Interpretive Summary: Growing crops for bio-fuel feedstock production has attracted the attention of many producers – especially in the Corn Belt states. Both corn grain and stover are being evaluated as potential bio-fuel feedstocks. Unfortunately, our understanding of the short- and long-term effects of removing both corn grain and stover on soil nutrient cycling, physical properties, and biological activity is limited. After two years of Iowa field trials, using a variety of management systems including both standard fertilizer management and a high-population treatment with increased nutrient additions, we found that nitrogen (N) and sulfur (S) fertilizer applications were less than needed to carry the corn crop through the growing season. Therefore, crop management did not affect corn grain yields, but plots from which corn stover was not removed during the previous growing season always yielded less than plots from which ~50% or ~90% of the stover was removed. A combination of less fertilizer N and greater tie up in the soil where residues remained probably decreased grain yields. In a separate study, we evaluated the performance of several S fertilizers as S sources for corn grown for bio-fuels. After four years, we found that an application of 30 lb S/A increased grain yield by up to 12 bu./A. Significant soil variability at the research sites may have limited additional crop response to S. For several reasons including erosion of high-fertility hill slope soils, fewer S impurities in fertilizers, and decreased atmospheric deposition of S throughout the upper Midwest, our results suggest that S may quickly become a limiting nutrient for corn grown as a bio-energy feedstock. The results of this research will benefit commercial growers, as well as the fertilizer and ethanol industries, by providing nutrient management guidelines that maximize crop utilization and biomass yields.
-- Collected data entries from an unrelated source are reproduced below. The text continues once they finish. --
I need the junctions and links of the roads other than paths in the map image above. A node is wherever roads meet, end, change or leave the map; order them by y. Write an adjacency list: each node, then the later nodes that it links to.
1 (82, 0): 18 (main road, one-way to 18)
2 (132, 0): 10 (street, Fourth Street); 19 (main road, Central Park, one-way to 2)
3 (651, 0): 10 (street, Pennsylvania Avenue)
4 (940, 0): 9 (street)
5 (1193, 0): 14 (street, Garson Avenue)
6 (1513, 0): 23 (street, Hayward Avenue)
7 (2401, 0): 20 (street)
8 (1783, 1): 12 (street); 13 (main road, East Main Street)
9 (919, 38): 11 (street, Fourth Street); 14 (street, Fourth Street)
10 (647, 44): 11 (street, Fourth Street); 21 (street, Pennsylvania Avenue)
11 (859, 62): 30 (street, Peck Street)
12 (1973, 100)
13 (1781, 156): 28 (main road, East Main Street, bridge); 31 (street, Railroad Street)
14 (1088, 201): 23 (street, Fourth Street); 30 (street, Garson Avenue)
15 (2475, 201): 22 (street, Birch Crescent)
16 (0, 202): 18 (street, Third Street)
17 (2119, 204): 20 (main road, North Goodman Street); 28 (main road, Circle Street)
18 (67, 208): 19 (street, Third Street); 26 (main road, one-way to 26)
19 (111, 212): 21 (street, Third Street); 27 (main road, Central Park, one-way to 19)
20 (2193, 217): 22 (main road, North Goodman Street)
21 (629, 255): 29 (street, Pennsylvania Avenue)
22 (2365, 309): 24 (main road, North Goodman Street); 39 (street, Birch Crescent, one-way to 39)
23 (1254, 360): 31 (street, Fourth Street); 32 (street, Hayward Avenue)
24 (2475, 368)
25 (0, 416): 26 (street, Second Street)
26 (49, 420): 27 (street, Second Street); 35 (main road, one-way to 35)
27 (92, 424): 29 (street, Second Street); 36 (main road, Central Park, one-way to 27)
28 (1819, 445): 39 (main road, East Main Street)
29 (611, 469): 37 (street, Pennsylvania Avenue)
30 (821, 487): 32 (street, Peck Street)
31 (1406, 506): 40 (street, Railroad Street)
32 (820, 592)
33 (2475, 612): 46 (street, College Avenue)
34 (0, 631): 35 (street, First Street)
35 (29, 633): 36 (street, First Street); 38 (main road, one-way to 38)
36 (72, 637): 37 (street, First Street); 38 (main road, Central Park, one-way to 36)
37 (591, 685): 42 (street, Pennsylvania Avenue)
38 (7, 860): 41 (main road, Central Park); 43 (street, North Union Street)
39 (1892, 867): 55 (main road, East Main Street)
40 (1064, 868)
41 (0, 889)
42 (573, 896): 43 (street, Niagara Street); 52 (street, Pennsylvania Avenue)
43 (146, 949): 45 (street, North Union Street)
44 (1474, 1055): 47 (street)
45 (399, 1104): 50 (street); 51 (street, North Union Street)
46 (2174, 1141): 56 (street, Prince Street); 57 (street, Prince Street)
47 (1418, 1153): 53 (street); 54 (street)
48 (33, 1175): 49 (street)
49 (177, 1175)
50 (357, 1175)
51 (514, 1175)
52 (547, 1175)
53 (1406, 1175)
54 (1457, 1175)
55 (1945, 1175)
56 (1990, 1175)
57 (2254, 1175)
Technical Abstract: Corn grain and stover are both being evaluated as feedstock sources for bio-energy production. To meet current and future demands for corn, both short- and long-term effects on nutrient cycling, physical properties, and biological activity in soils must be understood. Our project goal was to increase corn grain and stover yield by optimizing positional and temporal nutrient availability with surface or subsurface bands of N-P-K-S fluid fertilizers. In 2008, first year results for conventional and twin-row management averaged 171 and 183 bu/A, respectively. Dry corn stover yields averaged 2.5, 2.9, 2.8, and 3.1 tons/A for the high (just below ear shank) and low (~4-inch stubble) cuts for the two planting configurations, respectively. Neither management system (including planting configuration, plant population, and fertilization rate) nor tillage (chisel vs no-till) affected corn grain yield in 2009; however, grain yield was lower, averaging 142 bu/A, in plots where corn stover was not harvested in 2008. We attribute this response to the total amount of fertilizer, particularly N, that was applied to the non-removal plots. The amount (160+75+60+20 N+P+K+S, respectively) was based on previous studies. Even though early-season N supply was adequate based on V6 tissue tests, the lower N rate (coupled with increased immobilization during residue decomposition and less mid-season mineralization) negatively affected final corn grain yield. These results suggest that good nutrient management for systems producing both grain and residue feedstock is essential, and that it will differ from grain-only systems. In a separate but related study, corn grain yield on an eroded, low organic matter Clarion soil was increased for the fourth consecutive year in 2009 by applying S at 30 lbs/A. Applying S increased grain yield by as much as 12 bu/A, but so far, no one source has proven superior.